Concavity and flection points are investigated using the second derivative and its sign.$f(x)= \frac{x+1}{ \sqrt{x}}={x+1\over x^{1\over 2}}$

Apply quotient rule to get the first derivative :

Let $u=(x+1) \implies u'=1$ and $v=x^{1\over 2} \implies v'={1\over 2}x^{-{1\over 2}}$

$f'(x)={u'v-uv'\over v^2}={1.x^{1\over 2}-(x+1).({1\over 2}x^{-{1\over 2}})\over (x^{1\over 2})^2}={x-1\over 2x^{3\over 2}}$

$f''(x)=-{x-3\over 4x^{5\over 2}}=0 \implies x=3$

If $x$ is to the left of $3$ (say at $x=2$ ), $f''(x)\gt 0$ ,so the graph of $f(x)$ is concave up to the left of 3.

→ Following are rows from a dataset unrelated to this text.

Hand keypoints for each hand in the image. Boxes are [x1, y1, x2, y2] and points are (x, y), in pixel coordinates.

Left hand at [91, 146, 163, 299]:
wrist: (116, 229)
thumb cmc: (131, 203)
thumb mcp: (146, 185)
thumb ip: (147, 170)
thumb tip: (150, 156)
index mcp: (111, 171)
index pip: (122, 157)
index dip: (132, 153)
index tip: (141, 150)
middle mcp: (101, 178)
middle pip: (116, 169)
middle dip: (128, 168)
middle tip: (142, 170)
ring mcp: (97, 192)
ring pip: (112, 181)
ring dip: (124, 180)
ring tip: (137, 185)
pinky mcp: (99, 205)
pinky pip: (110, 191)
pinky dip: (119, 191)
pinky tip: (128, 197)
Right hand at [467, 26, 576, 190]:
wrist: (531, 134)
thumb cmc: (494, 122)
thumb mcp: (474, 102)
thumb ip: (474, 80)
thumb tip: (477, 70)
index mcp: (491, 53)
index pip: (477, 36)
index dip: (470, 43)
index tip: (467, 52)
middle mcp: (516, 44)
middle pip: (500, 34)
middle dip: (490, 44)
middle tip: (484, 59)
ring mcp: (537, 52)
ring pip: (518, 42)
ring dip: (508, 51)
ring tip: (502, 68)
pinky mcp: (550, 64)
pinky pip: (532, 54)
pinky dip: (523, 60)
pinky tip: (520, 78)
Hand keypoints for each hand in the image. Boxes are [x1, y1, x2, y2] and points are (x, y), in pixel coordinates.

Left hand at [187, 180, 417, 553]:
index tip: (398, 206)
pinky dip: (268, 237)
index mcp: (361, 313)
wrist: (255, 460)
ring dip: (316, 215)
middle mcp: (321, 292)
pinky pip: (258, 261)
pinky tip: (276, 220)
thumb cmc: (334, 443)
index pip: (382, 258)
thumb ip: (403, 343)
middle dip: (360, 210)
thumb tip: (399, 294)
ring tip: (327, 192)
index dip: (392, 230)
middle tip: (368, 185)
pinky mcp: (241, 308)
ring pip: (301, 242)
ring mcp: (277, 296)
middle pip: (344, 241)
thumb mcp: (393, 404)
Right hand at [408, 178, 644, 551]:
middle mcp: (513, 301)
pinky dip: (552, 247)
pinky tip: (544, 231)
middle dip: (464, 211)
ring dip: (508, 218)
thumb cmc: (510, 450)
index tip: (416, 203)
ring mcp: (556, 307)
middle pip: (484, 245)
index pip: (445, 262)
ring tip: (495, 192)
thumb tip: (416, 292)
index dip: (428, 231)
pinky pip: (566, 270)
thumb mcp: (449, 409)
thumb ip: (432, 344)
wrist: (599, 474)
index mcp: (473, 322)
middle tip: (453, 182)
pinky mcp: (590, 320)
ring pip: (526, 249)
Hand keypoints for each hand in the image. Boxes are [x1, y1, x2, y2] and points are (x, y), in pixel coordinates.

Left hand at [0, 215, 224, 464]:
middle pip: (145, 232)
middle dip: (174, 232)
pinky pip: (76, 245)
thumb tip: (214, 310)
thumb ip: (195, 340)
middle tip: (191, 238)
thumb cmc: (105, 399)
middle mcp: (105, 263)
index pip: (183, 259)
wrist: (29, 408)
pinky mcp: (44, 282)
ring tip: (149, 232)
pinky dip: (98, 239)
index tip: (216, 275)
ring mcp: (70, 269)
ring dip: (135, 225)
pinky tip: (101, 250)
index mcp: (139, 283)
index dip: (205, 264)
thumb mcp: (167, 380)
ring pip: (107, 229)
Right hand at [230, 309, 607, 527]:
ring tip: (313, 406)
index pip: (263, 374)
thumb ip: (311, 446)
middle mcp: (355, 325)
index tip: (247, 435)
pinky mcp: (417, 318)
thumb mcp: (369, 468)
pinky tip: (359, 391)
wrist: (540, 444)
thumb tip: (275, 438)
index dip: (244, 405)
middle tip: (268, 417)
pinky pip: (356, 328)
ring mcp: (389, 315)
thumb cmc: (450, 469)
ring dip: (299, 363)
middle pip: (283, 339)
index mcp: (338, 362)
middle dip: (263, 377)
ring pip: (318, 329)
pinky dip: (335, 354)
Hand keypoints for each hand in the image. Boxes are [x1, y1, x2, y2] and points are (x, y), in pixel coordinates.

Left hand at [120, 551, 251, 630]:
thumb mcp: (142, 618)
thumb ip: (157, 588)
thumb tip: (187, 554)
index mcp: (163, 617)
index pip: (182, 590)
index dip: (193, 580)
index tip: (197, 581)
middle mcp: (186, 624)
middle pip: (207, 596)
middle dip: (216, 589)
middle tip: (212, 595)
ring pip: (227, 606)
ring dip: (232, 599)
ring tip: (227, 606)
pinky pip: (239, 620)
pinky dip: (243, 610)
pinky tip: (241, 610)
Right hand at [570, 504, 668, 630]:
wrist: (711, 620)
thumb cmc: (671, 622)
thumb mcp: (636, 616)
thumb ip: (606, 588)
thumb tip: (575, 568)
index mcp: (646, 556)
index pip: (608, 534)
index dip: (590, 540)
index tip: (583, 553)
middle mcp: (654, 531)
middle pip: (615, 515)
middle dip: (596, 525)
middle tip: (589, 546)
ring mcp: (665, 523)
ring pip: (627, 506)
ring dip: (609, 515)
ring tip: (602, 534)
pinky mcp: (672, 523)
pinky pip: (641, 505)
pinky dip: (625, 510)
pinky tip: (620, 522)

If $x$ is to the right of 3, $f''(x)\lt0$ ,so the graph of $f(x)$ is concave down to the right of 3.

The concavity changes as we cross $x=3$ if there is a point on a graph at $x=3$ ( If 3 is in the domain of $f(x)$ ) then that point is an inflection point

$f(3)={(3+1)\over \sqrt 3}=2.3$

So the point $(3,2.3)$ is an infection point.